+++ Material supplied
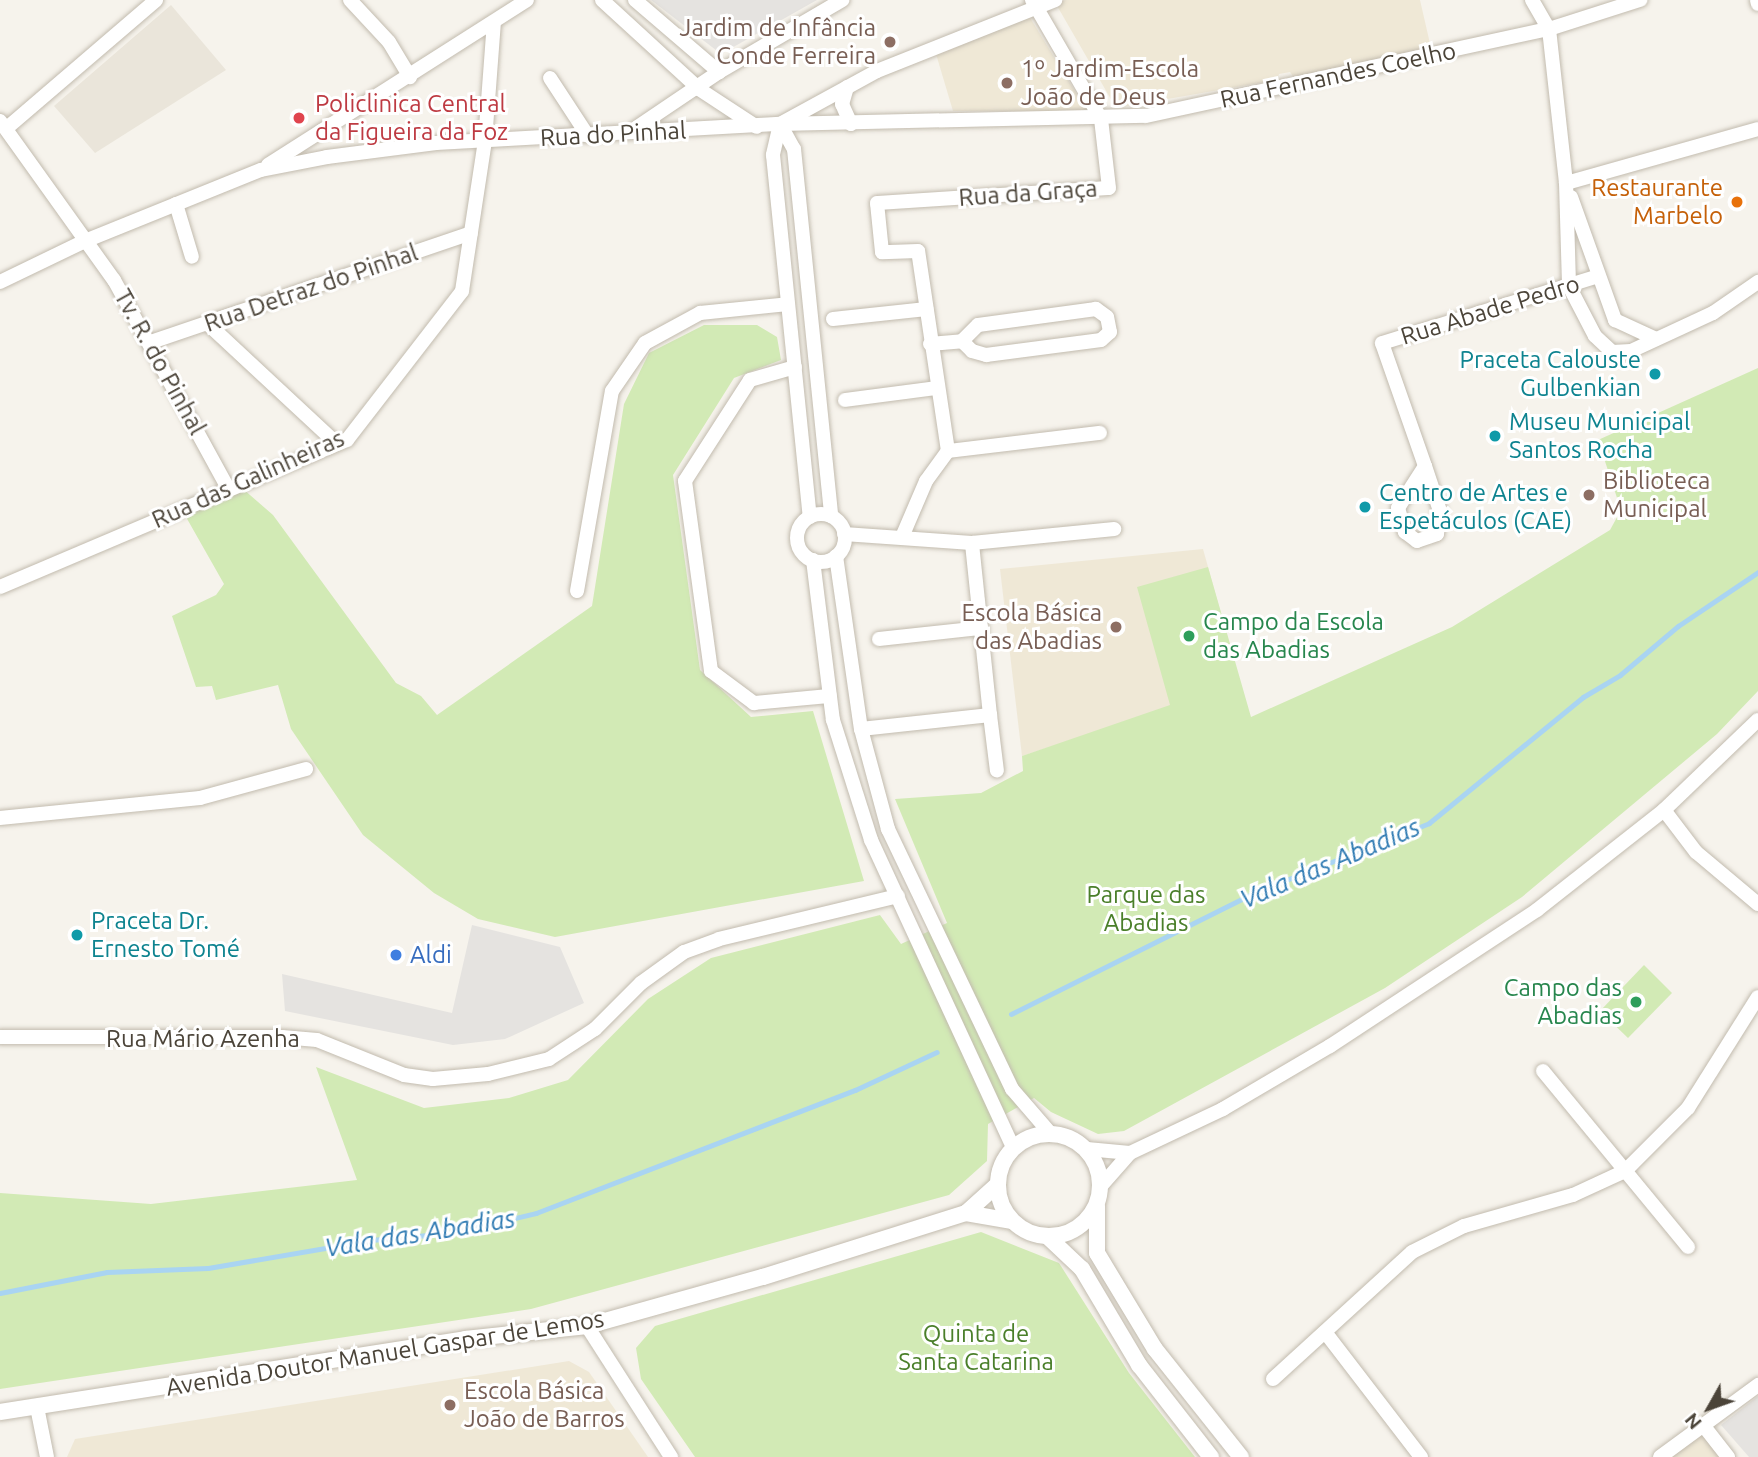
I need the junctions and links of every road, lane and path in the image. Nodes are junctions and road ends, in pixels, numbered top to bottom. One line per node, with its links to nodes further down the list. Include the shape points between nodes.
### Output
1 (156, 0): 22 (street)
2 (350, 0): 17 (street, via 389,42)
3 (527, 0): 11 (street)
4 (602, 0): 12 (street)
5 (842, 0): 16 (street)
6 (1055, 0): 10 (street)
7 (1532, 0): 13 (street)
8 (1640, 0): 13 (street, Rua Fernandes Coelho)
9 (638, 3): 12 (street); 14 (street)
10 (1035, 4): 19 (street); 21 (street)
11 (494, 22): 17 (street); 29 (street, Rua das Galinheiras)
12 (628, 23): 15 (street)
13 (1549, 29): 21 (street, Rua Fernandes Coelho, via 1146,116); 31 (street)
14 (682, 40): 15 (street); 16 (street)
15 (667, 57): 20 (street)
16 (719, 72): 20 (street)
17 (410, 77): 30 (street)
18 (550, 78): 28 (street)
19 (847, 87): 23 (street); 24 (street, via 842,104)
20 (699, 89): 25 (street); 27 (street)
21 (1101, 119): 24 (street, Rua Fernandes Coelho); 41 (street, Rua da Graça, via 1109,188 877,203 882,252 918,251)
22 (4, 124): 34 (street, Tv. R. do Pinhal)
23 (780, 124): 24 (street, Rua Fernandes Coelho); 25 (street, Rua do Pinhal); 40 (street, via 774,155); 56 (street, via 794,149)
24 (851, 124)
25 (757, 127): 27 (street, Rua do Pinhal)
26 (1758, 129): 31 (street)
27 (628, 133): 28 (street, Rua do Pinhal)
28 (588, 136): 29 (street, Rua do Pinhal)
29 (485, 141): 30 (street, Rua do Pinhal, via 436,143); 33 (street, Rua das Galinheiras)
30 (261, 170): 32 (street, Rua do Pinhal)
31 (1566, 183): 36 (street); 39 (street)
32 (176, 204): 34 (street, Rua do Pinhal); 35 (street)
33 (471, 233): 43 (street, Rua Detraz do Pinhal); 52 (street, Rua das Galinheiras, via 462,291 347,440)
34 (85, 241): 37 (street, Rua do Pinhal); 46 (street, Tv. R. do Pinhal)
35 (192, 257)
36 (1598, 276): 39 (street, Rua Abade Pedro); 44 (street, via 1615,320)
37 (0, 282)
38 (1758, 282): 44 (street, via 1713,313)
39 (1569, 286): 44 (street, via 1595,336 1612,352 1631,351); 54 (street, Rua Abade Pedro, via 1382,343)
40 (788, 304): 48 (street); 65 (street, via 700,313 645,343 611,391)
41 (926, 309): 42 (street); 47 (street)
42 (834, 319)
43 (208, 324): 46 (street, Rua Detraz do Pinhal); 52 (street)
44 (1656, 339)
45 (962, 341): 45 (street, via 972,351 986,355 1101,340 1110,332 1107,317 1096,309 978,325); 47 (street)
46 (151, 342): 55 (street, Tv. R. do Pinhal)
47 (930, 344): 49 (street)
48 (794, 367): 57 (street); 68 (street, via 750,380 685,481 711,671 754,703)
49 (936, 388): 50 (street); 53 (street)
50 (845, 400)
51 (1100, 433): 53 (street)
52 (337, 444): 55 (street, Rua das Galinheiras)
53 (948, 451): 60 (street, via 926,481)
54 (1425, 466): 54 (street, via 1440,511 1437,534 1417,541 1405,532 1398,508)
55 (228, 488): 64 (street, Rua das Galinheiras)
56 (831, 516): 57 (street); 59 (street)
57 (810, 517): 63 (street, via 799,527 797,542)
58 (1114, 529): 61 (street)
59 (844, 534): 60 (street); 62 (street)
60 (902, 537): 61 (street)
61 (972, 543): 66 (street)
62 (836, 556): 63 (street); 71 (street)
63 (813, 560): 68 (street)
64 (0, 588)
65 (578, 591)
66 (981, 628): 67 (street); 69 (street)
67 (879, 639)
68 (830, 696): 76 (street, via 832,720 871,840)
69 (990, 715): 71 (street); 73 (street)
70 (1758, 720): 74 (street)
71 (861, 729): 81 (street, via 888,829 1012,1089)
72 (306, 769): 75 (street, via 200,798)
73 (997, 771)
74 (1664, 810): 77 (street, via 1696,852); 84 (street, via 1538,910 1437,978 1223,1108)
75 (0, 818)
76 (898, 896): 79 (street, Rua Mário Azenha, via 719,939 684,952 641,983 595,1029 549,1059 488,1074 433,1079 404,1075 317,1041 282,1037); 82 (street)
77 (1758, 904)
78 (1758, 996): 85 (street, via 1688,1108)
79 (0, 1037)
80 (1543, 1071): 85 (street)
81 (1050, 1133): 82 (street); 83 (street)
82 (1013, 1148): 86 (street)
83 (1087, 1149): 84 (street); 87 (street, via 1100,1172)
84 (1130, 1153): 87 (street)
85 (1625, 1171): 92 (street); 94 (street, via 1573,1195 1464,1226 1412,1252)
86 (998, 1184): 89 (street); 90 (street)
87 (1101, 1186): 88 (street)
88 (1097, 1206): 91 (street, via 1077,1228); 103 (street, via 1097,1253 1155,1349)
89 (966, 1213): 90 (street); 93 (street, Avenida Doutor Manuel Gaspar de Lemos, via 763,1278)
90 (1012, 1221): 91 (street)
91 (1048, 1237): 102 (street, via 1082,1269 1139,1365)
92 (1688, 1247)
93 (587, 1326): 97 (street, Avenida Doutor Manuel Gaspar de Lemos, via 465,1339); 101 (street)
94 (1325, 1332): 95 (street); 104 (street)
95 (1273, 1379)
96 (1758, 1385): 99 (street)
97 (37, 1407): 98 (street, Avenida Doutor Manuel Gaspar de Lemos); 100 (street)
98 (0, 1412)
99 (1703, 1425): 105 (street); 106 (street)
100 (47, 1457)
101 (671, 1457)
102 (1211, 1457)
103 (1241, 1457)
104 (1421, 1457)
105 (1660, 1457)
106 (1728, 1457)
++++++
:: What to produce ::
When you copy the data above, keep each line exact and omit the pictures.

:: Answer ::
I need the junctions and links of every road, lane and path in the image. Nodes are junctions and road ends, in pixels, numbered top to bottom. One line per node, with its links to nodes further down the list. Include the shape points between nodes.
### Output
1 (156, 0): 22 (street)
2 (350, 0): 17 (street, via 389,42)
3 (527, 0): 11 (street)
4 (602, 0): 12 (street)
5 (842, 0): 16 (street)
6 (1055, 0): 10 (street)
7 (1532, 0): 13 (street)
8 (1640, 0): 13 (street, Rua Fernandes Coelho)
9 (638, 3): 12 (street); 14 (street)
10 (1035, 4): 19 (street); 21 (street)
11 (494, 22): 17 (street); 29 (street, Rua das Galinheiras)
12 (628, 23): 15 (street)
13 (1549, 29): 21 (street, Rua Fernandes Coelho, via 1146,116); 31 (street)
14 (682, 40): 15 (street); 16 (street)
15 (667, 57): 20 (street)
16 (719, 72): 20 (street)
17 (410, 77): 30 (street)
18 (550, 78): 28 (street)
19 (847, 87): 23 (street); 24 (street, via 842,104)
20 (699, 89): 25 (street); 27 (street)
21 (1101, 119): 24 (street, Rua Fernandes Coelho); 41 (street, Rua da Graça, via 1109,188 877,203 882,252 918,251)
22 (4, 124): 34 (street, Tv. R. do Pinhal)
23 (780, 124): 24 (street, Rua Fernandes Coelho); 25 (street, Rua do Pinhal); 40 (street, via 774,155); 56 (street, via 794,149)
24 (851, 124)
25 (757, 127): 27 (street, Rua do Pinhal)
26 (1758, 129): 31 (street)
27 (628, 133): 28 (street, Rua do Pinhal)
28 (588, 136): 29 (street, Rua do Pinhal)
29 (485, 141): 30 (street, Rua do Pinhal, via 436,143); 33 (street, Rua das Galinheiras)
30 (261, 170): 32 (street, Rua do Pinhal)
31 (1566, 183): 36 (street); 39 (street)
32 (176, 204): 34 (street, Rua do Pinhal); 35 (street)
33 (471, 233): 43 (street, Rua Detraz do Pinhal); 52 (street, Rua das Galinheiras, via 462,291 347,440)
34 (85, 241): 37 (street, Rua do Pinhal); 46 (street, Tv. R. do Pinhal)
35 (192, 257)
36 (1598, 276): 39 (street, Rua Abade Pedro); 44 (street, via 1615,320)
37 (0, 282)
38 (1758, 282): 44 (street, via 1713,313)
39 (1569, 286): 44 (street, via 1595,336 1612,352 1631,351); 54 (street, Rua Abade Pedro, via 1382,343)
40 (788, 304): 48 (street); 65 (street, via 700,313 645,343 611,391)
41 (926, 309): 42 (street); 47 (street)
42 (834, 319)
43 (208, 324): 46 (street, Rua Detraz do Pinhal); 52 (street)
44 (1656, 339)
45 (962, 341): 45 (street, via 972,351 986,355 1101,340 1110,332 1107,317 1096,309 978,325); 47 (street)
46 (151, 342): 55 (street, Tv. R. do Pinhal)
47 (930, 344): 49 (street)
48 (794, 367): 57 (street); 68 (street, via 750,380 685,481 711,671 754,703)
49 (936, 388): 50 (street); 53 (street)
50 (845, 400)
51 (1100, 433): 53 (street)
52 (337, 444): 55 (street, Rua das Galinheiras)
53 (948, 451): 60 (street, via 926,481)
54 (1425, 466): 54 (street, via 1440,511 1437,534 1417,541 1405,532 1398,508)
55 (228, 488): 64 (street, Rua das Galinheiras)
56 (831, 516): 57 (street); 59 (street)
57 (810, 517): 63 (street, via 799,527 797,542)
58 (1114, 529): 61 (street)
59 (844, 534): 60 (street); 62 (street)
60 (902, 537): 61 (street)
61 (972, 543): 66 (street)
62 (836, 556): 63 (street); 71 (street)
63 (813, 560): 68 (street)
64 (0, 588)
65 (578, 591)
66 (981, 628): 67 (street); 69 (street)
67 (879, 639)
68 (830, 696): 76 (street, via 832,720 871,840)
69 (990, 715): 71 (street); 73 (street)
70 (1758, 720): 74 (street)
71 (861, 729): 81 (street, via 888,829 1012,1089)
72 (306, 769): 75 (street, via 200,798)
73 (997, 771)
74 (1664, 810): 77 (street, via 1696,852); 84 (street, via 1538,910 1437,978 1223,1108)
75 (0, 818)
76 (898, 896): 79 (street, Rua Mário Azenha, via 719,939 684,952 641,983 595,1029 549,1059 488,1074 433,1079 404,1075 317,1041 282,1037); 82 (street)
77 (1758, 904)
78 (1758, 996): 85 (street, via 1688,1108)
79 (0, 1037)
80 (1543, 1071): 85 (street)
81 (1050, 1133): 82 (street); 83 (street)
82 (1013, 1148): 86 (street)
83 (1087, 1149): 84 (street); 87 (street, via 1100,1172)
84 (1130, 1153): 87 (street)
85 (1625, 1171): 92 (street); 94 (street, via 1573,1195 1464,1226 1412,1252)
86 (998, 1184): 89 (street); 90 (street)
87 (1101, 1186): 88 (street)
88 (1097, 1206): 91 (street, via 1077,1228); 103 (street, via 1097,1253 1155,1349)
89 (966, 1213): 90 (street); 93 (street, Avenida Doutor Manuel Gaspar de Lemos, via 763,1278)
90 (1012, 1221): 91 (street)
91 (1048, 1237): 102 (street, via 1082,1269 1139,1365)
92 (1688, 1247)
93 (587, 1326): 97 (street, Avenida Doutor Manuel Gaspar de Lemos, via 465,1339); 101 (street)
94 (1325, 1332): 95 (street); 104 (street)
95 (1273, 1379)
96 (1758, 1385): 99 (street)
97 (37, 1407): 98 (street, Avenida Doutor Manuel Gaspar de Lemos); 100 (street)
98 (0, 1412)
99 (1703, 1425): 105 (street); 106 (street)
100 (47, 1457)
101 (671, 1457)
102 (1211, 1457)
103 (1241, 1457)
104 (1421, 1457)
105 (1660, 1457)
106 (1728, 1457)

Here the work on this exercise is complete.